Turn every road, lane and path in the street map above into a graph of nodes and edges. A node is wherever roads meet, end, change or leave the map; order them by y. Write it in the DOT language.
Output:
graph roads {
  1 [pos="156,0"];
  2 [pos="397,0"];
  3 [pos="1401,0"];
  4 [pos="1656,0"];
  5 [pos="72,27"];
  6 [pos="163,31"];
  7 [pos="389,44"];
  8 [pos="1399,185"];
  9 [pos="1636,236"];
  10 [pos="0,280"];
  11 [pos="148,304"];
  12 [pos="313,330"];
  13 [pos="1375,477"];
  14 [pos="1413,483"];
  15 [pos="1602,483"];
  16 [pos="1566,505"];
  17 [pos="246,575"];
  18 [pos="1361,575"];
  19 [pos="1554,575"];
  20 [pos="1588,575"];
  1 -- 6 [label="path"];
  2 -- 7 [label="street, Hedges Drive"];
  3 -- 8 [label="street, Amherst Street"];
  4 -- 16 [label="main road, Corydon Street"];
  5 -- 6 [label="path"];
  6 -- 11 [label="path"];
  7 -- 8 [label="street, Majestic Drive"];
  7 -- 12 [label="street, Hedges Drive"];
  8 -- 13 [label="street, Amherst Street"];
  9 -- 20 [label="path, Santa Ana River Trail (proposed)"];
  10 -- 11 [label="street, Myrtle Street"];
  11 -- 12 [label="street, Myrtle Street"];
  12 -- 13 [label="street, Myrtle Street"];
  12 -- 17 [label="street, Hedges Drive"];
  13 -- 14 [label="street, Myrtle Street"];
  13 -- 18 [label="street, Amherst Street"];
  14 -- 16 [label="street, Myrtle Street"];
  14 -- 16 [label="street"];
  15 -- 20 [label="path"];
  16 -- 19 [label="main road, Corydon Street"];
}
---
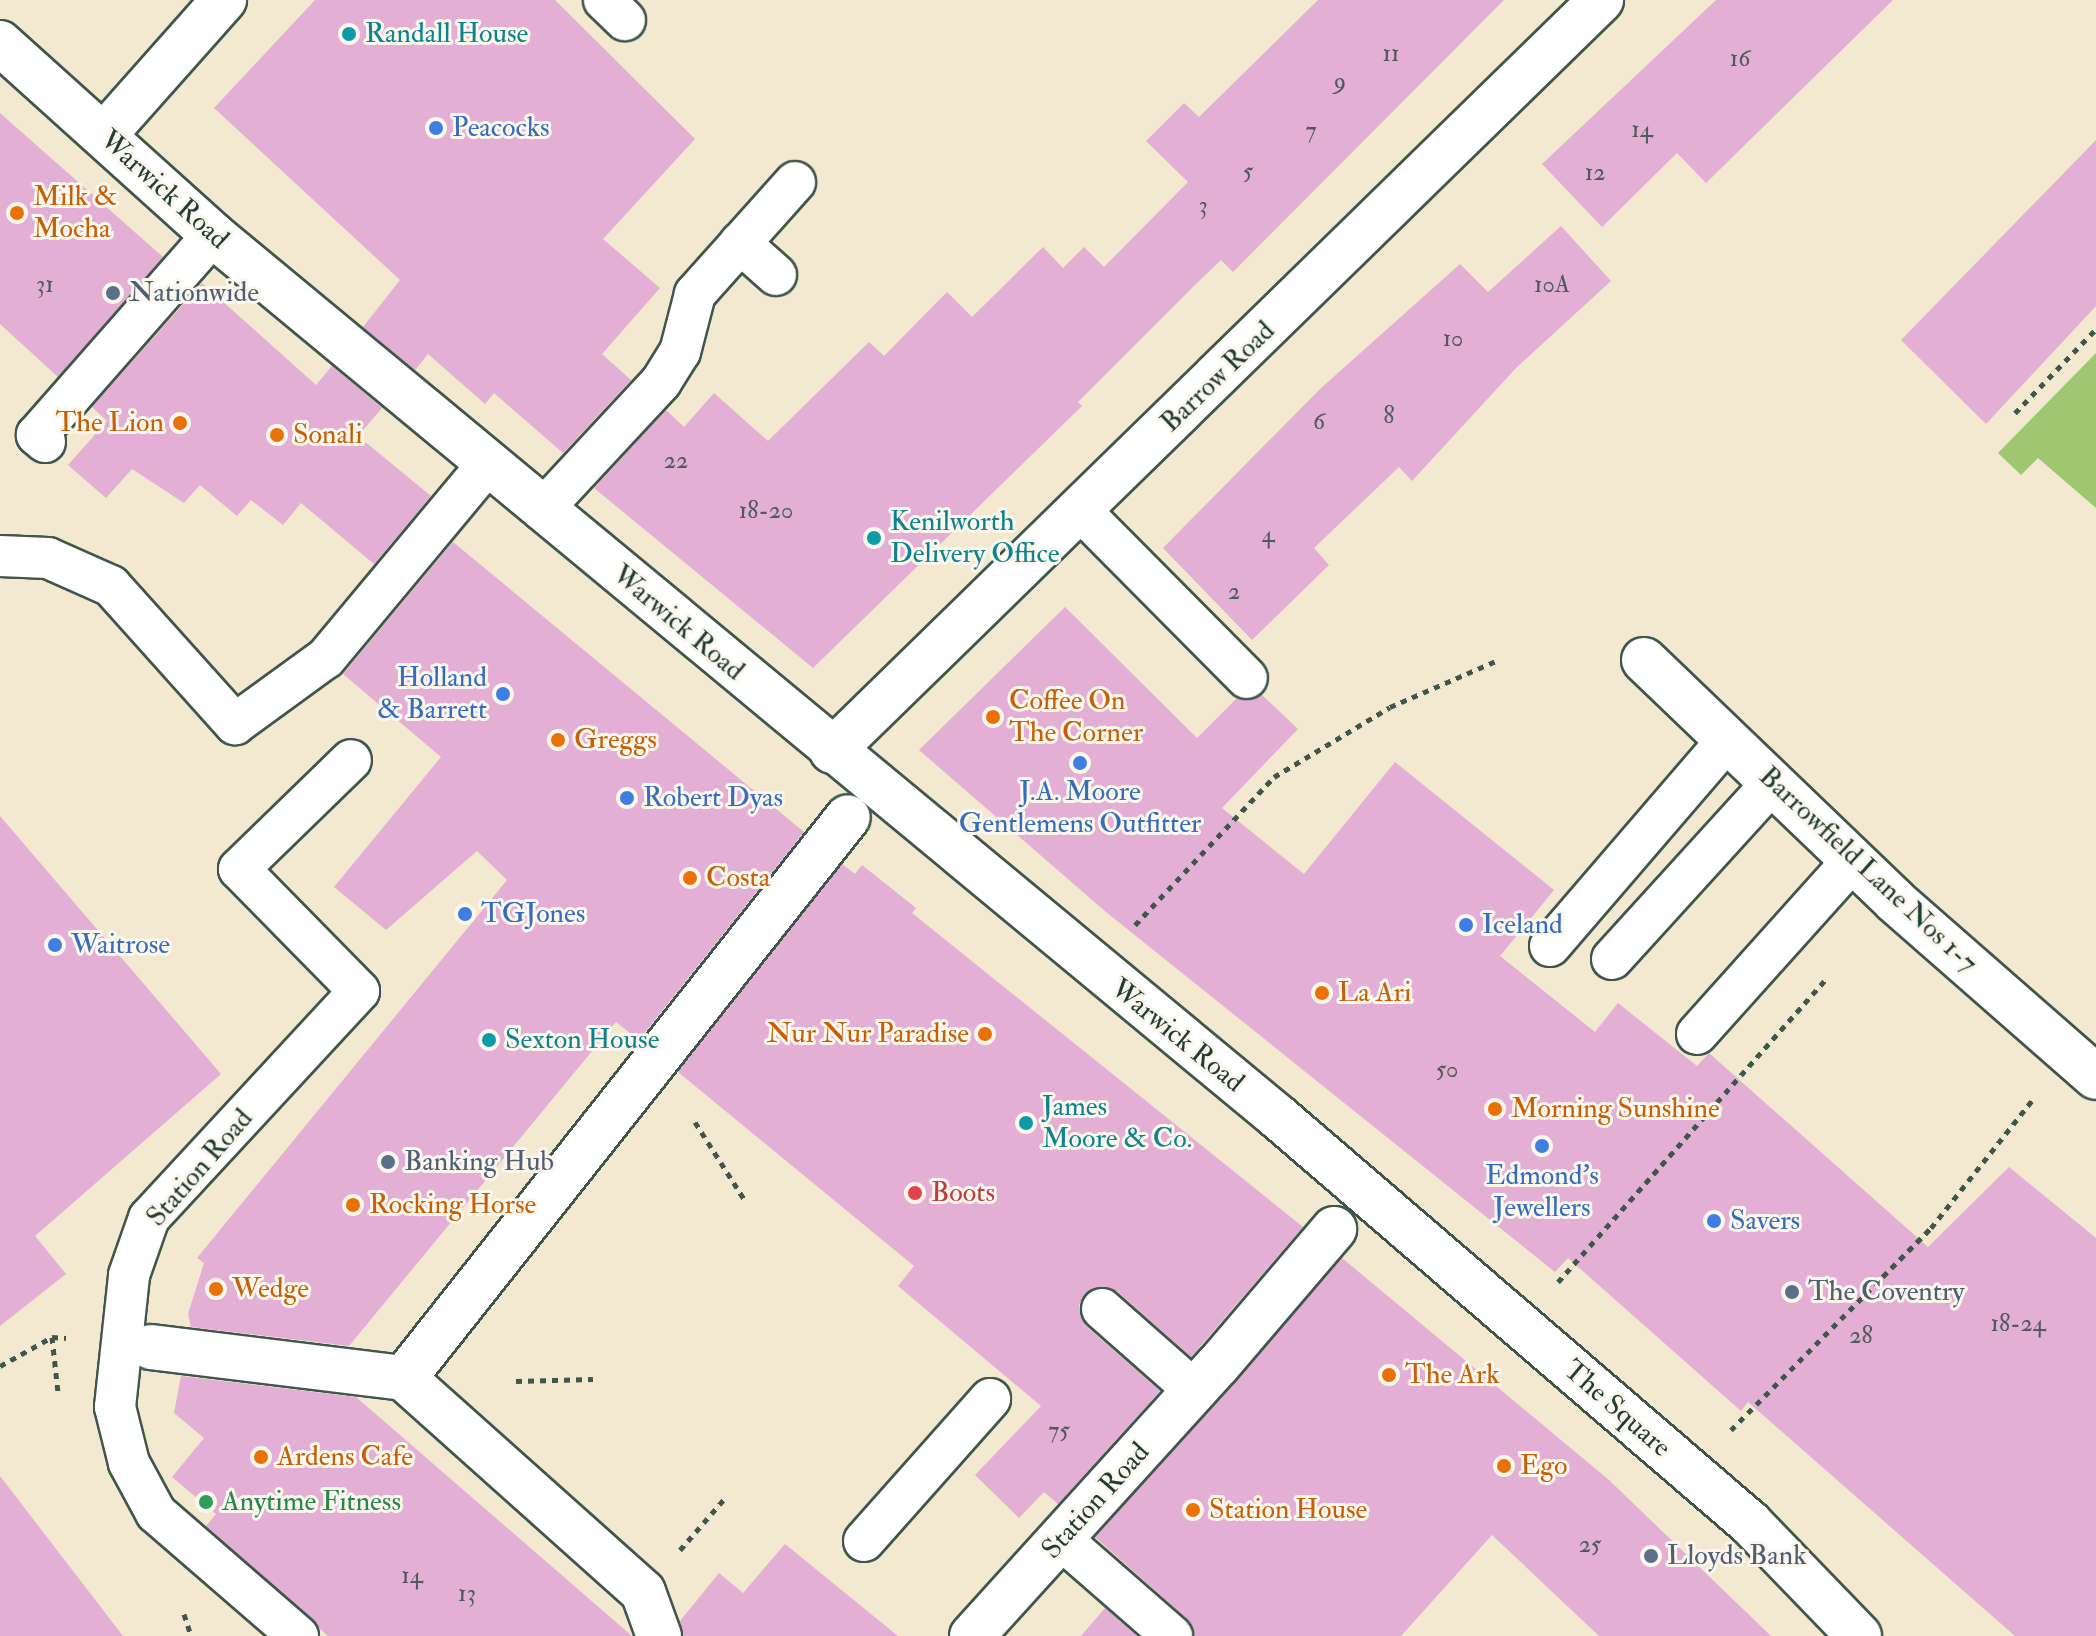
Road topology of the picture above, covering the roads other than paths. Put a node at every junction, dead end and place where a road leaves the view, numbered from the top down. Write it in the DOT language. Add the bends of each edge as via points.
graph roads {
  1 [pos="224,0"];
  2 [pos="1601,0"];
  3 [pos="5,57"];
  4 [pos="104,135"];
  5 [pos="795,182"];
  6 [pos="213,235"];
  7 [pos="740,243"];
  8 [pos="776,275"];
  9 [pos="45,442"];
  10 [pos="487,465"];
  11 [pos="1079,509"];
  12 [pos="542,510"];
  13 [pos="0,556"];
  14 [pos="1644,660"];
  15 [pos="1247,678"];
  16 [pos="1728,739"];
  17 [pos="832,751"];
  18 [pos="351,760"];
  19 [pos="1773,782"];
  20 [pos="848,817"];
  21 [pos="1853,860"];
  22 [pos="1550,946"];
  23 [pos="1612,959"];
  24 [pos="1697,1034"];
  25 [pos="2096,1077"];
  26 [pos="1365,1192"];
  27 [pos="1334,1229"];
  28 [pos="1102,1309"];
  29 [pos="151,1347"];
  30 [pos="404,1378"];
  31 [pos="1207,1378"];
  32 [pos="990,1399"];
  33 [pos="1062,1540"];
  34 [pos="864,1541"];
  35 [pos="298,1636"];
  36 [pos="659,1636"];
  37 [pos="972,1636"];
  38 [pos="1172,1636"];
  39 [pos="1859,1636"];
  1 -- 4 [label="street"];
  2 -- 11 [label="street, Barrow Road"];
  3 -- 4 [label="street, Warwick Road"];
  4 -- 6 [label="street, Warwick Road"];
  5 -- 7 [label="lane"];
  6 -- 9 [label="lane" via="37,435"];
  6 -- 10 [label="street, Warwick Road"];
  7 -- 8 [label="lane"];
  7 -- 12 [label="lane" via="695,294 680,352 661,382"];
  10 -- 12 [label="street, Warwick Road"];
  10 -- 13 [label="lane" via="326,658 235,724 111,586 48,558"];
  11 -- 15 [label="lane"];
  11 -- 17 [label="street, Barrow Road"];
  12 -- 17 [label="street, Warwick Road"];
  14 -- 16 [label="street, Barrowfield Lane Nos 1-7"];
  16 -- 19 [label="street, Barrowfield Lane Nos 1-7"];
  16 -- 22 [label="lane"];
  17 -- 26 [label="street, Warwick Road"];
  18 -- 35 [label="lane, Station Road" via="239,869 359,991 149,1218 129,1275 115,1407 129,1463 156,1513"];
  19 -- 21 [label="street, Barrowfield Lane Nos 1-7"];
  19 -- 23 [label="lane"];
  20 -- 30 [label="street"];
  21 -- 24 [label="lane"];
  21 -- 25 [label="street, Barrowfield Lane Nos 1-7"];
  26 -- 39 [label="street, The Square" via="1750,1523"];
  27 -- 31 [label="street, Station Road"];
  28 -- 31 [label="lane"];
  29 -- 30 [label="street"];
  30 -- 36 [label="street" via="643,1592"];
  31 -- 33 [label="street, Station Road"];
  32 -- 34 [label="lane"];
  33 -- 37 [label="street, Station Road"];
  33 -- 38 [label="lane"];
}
...
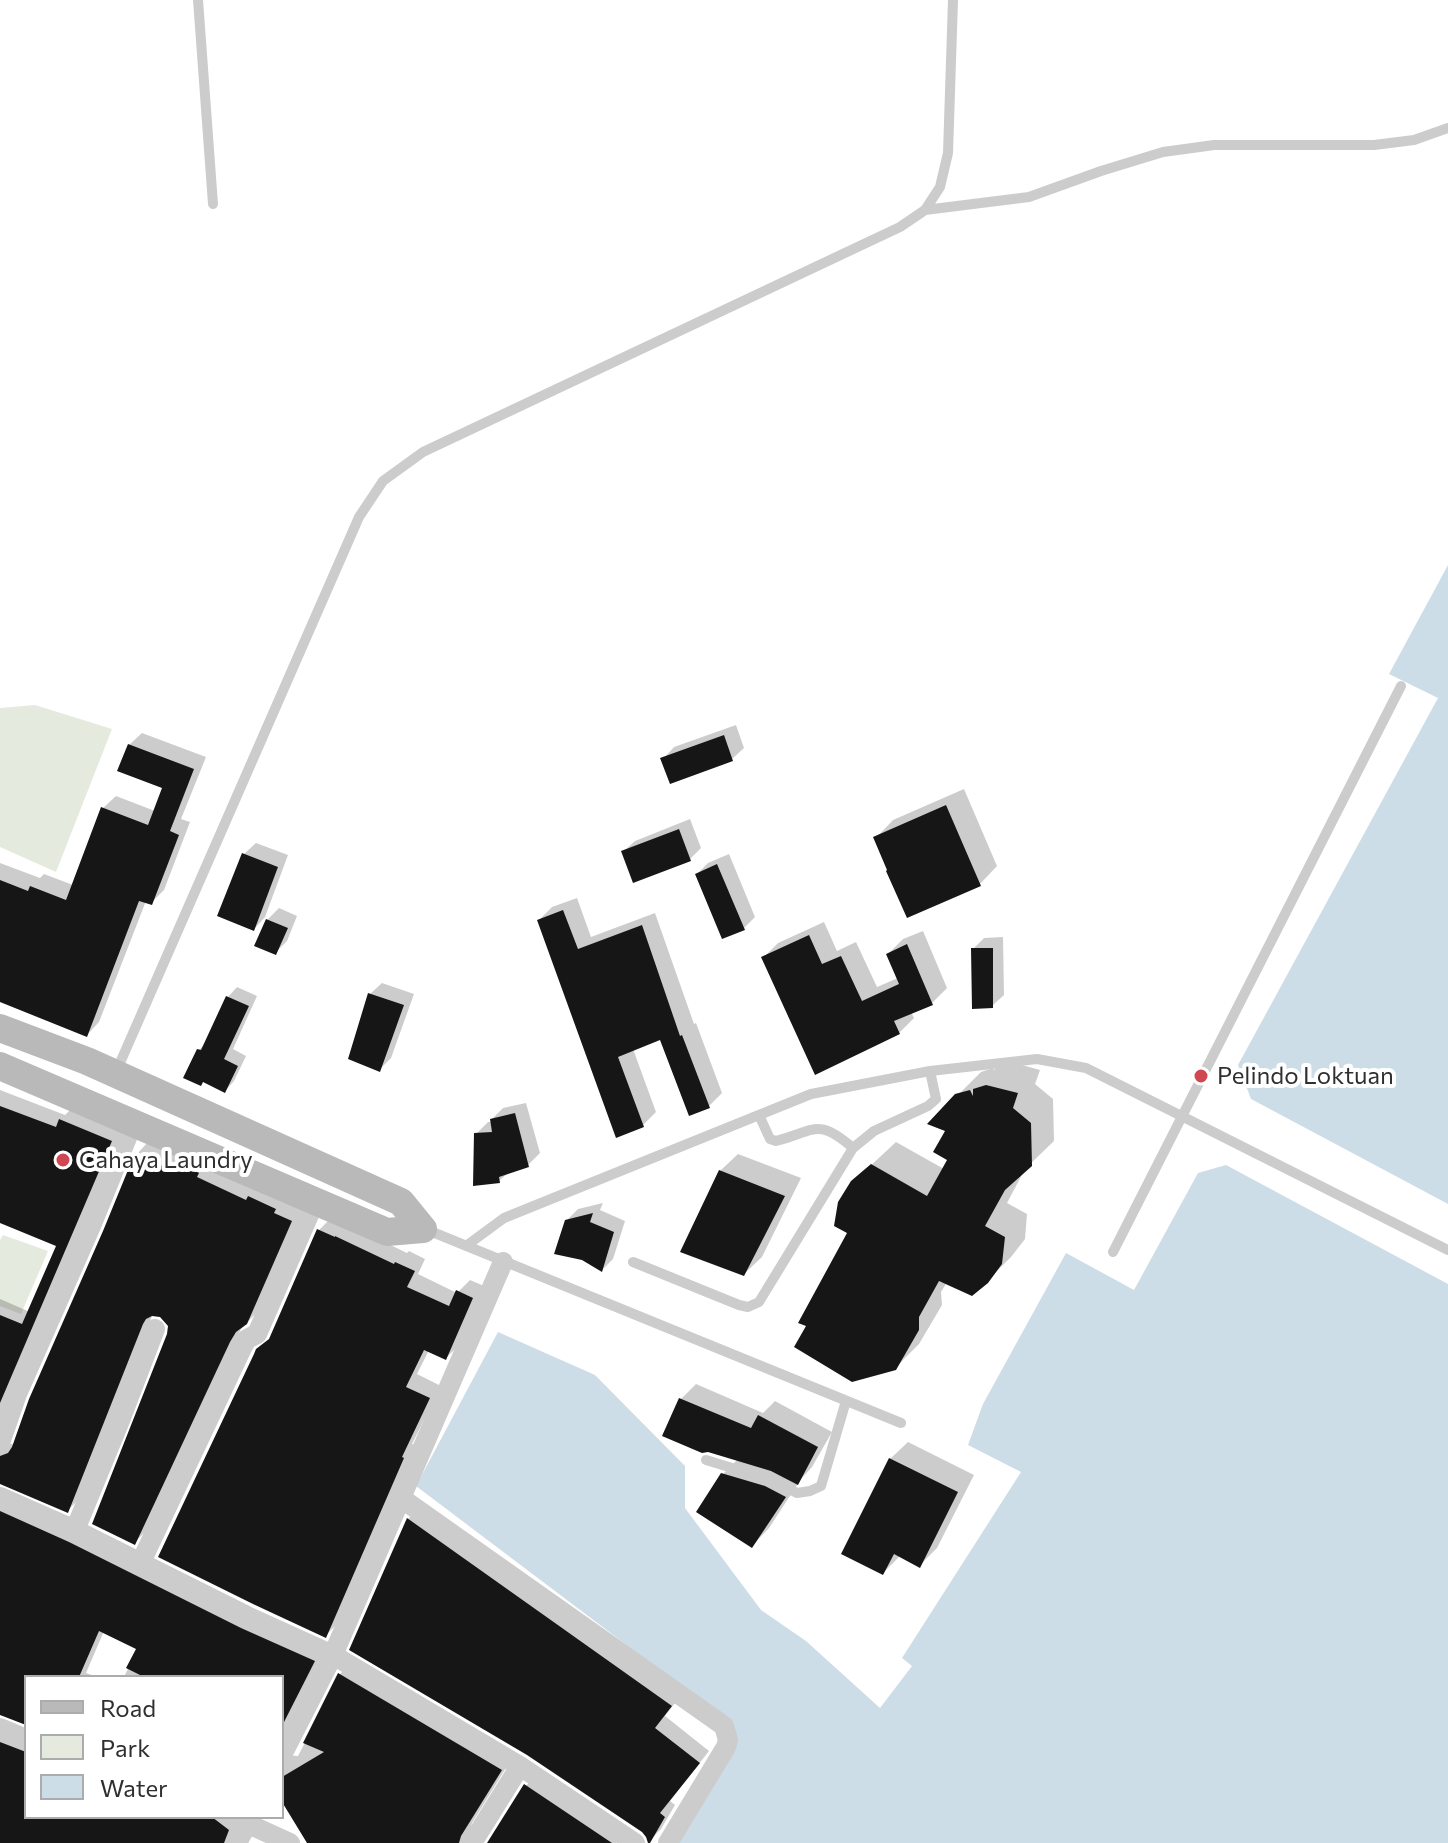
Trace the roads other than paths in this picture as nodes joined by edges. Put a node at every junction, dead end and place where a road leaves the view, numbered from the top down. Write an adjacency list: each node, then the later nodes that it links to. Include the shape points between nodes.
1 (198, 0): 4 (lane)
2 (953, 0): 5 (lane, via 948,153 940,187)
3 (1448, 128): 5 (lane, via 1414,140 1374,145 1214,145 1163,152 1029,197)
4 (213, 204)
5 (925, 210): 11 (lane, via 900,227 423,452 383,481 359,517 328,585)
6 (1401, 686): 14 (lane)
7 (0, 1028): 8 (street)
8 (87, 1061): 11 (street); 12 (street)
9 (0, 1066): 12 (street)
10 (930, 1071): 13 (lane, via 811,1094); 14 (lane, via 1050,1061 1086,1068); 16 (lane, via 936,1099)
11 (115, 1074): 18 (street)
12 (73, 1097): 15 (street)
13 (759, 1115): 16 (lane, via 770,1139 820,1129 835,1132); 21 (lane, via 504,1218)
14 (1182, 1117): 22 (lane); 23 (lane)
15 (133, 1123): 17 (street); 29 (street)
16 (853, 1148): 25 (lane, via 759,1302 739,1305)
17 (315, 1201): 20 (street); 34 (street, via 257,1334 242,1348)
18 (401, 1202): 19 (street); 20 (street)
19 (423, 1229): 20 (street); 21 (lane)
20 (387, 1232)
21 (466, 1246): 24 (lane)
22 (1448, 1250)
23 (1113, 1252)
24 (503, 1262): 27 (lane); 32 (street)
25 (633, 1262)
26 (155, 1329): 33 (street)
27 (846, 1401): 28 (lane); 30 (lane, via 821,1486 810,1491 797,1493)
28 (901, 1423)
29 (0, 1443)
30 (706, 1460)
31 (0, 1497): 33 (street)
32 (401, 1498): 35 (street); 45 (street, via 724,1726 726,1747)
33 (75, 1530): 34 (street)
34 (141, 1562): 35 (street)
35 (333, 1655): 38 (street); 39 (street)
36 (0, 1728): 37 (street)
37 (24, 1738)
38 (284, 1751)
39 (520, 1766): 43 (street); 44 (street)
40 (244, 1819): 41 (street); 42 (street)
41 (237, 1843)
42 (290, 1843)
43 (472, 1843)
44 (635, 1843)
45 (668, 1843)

▸ **Exercise prompt**
Filter the data down to the lines that contain the string "above", and copy them.

▸ **Task output**
Turn every road, lane and path in the street map above into a graph of nodes and edges. A node is wherever roads meet, end, change or leave the map; order them by y. Write it in the DOT language.
Road topology of the picture above, covering the roads other than paths. Put a node at every junction, dead end and place where a road leaves the view, numbered from the top down. Write it in the DOT language. Add the bends of each edge as via points.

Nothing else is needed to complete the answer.